Used passenger aircraft gets structural overhaul, makes maiden flight in cargo configuration

The first Airbus A320 passenger plane to be converted to a freighter configuration made its maiden flight Wednesday at an aerospace park in Singapore, the company behind the new design said.

Elbe Flugzeugwerke (EFW), a joint venture between Airbus and Singapore’s ST Engineering, said the first customer for the refurbished cargo jet is United Arab Emirates-based Vaayu Group, which last month announced it will lease five of the aircraft from ST Engineering’s aviation leasing arm. 

The plane is in its certification phase and expected to be ready for revenue service in the first half of 2022. EFW said the modified A320 will spend the next few weeks undergoing a series of flight tests to validate its structural redesign before European Union regulators ultimately decide whether to approve it for commercial operation. 

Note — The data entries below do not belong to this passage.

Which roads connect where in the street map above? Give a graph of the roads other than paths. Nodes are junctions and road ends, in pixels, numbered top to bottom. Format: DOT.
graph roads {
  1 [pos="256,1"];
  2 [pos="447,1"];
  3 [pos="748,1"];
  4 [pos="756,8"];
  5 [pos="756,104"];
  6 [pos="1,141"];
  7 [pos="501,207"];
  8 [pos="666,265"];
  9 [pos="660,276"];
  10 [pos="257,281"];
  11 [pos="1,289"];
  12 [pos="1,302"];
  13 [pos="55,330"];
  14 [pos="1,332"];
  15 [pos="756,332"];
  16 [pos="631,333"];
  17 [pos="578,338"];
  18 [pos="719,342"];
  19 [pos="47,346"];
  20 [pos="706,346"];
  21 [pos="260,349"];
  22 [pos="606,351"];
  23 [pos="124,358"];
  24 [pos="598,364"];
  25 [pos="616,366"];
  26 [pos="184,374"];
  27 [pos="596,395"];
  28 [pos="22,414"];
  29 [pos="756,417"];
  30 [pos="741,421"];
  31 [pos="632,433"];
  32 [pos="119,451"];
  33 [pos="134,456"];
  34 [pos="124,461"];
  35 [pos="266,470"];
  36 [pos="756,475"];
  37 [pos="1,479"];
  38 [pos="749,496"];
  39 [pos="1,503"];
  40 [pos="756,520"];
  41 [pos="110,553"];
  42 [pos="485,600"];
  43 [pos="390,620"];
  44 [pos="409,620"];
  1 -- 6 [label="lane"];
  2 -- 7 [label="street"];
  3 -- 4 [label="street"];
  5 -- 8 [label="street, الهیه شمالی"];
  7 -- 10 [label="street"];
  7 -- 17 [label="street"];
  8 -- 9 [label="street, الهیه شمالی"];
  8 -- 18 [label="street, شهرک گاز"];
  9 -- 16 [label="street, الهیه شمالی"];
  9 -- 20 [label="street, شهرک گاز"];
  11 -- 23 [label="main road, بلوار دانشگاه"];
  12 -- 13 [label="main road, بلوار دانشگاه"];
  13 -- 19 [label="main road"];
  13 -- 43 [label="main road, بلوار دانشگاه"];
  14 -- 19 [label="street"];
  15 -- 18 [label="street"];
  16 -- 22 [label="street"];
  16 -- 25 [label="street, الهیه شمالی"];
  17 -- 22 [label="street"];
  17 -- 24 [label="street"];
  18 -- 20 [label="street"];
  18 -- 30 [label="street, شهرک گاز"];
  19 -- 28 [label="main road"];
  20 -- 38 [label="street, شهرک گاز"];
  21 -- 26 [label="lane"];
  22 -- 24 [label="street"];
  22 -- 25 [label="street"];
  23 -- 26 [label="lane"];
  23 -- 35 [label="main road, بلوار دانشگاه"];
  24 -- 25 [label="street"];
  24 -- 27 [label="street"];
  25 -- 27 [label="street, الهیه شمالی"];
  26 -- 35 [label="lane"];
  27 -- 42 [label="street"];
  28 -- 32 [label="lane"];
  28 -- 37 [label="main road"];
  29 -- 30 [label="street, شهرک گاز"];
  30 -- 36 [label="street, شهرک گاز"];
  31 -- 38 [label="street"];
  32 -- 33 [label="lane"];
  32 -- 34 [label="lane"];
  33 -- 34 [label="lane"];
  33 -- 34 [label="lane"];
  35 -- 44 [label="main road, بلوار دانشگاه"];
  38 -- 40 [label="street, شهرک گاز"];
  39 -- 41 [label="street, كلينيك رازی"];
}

Vaayu Group pointed to the significant increase in global e-commerce sales and the resulting need in regional freighters as the reason behind its multi-aircraft investment. 

The A320 is the smaller sister to the A321, which EFW introduced to the market in October 2020. The first A321 converted freighter was delivered to Qantas, which is flying it for Australia Post. EFW has since built two more conversions for Qantas, with several other deliveries to companies such as Titan Airways and SmartLynx Airlines. In August, aircraft leasing services provider BBAM Limited Partnership signed a contract with EFW to convert 18 of the single-aisle A321s into freighters.

U.S.-based 321 Precision Conversions received Federal Aviation Administration certification in the spring to convert A321s and has also started producing its version of the freighter.

The A320 freighter can carry 10 cargo containers plus one pallet on the main deck and seven smaller containers on the lower deck. Its payload is 23 tons for distances of up to 1,800 nautical miles and 18.7 tons for flights reaching 2,500 nautical miles. By comparison, the A321 has 14 main-deck container positions, plus room for 10 smaller containers below.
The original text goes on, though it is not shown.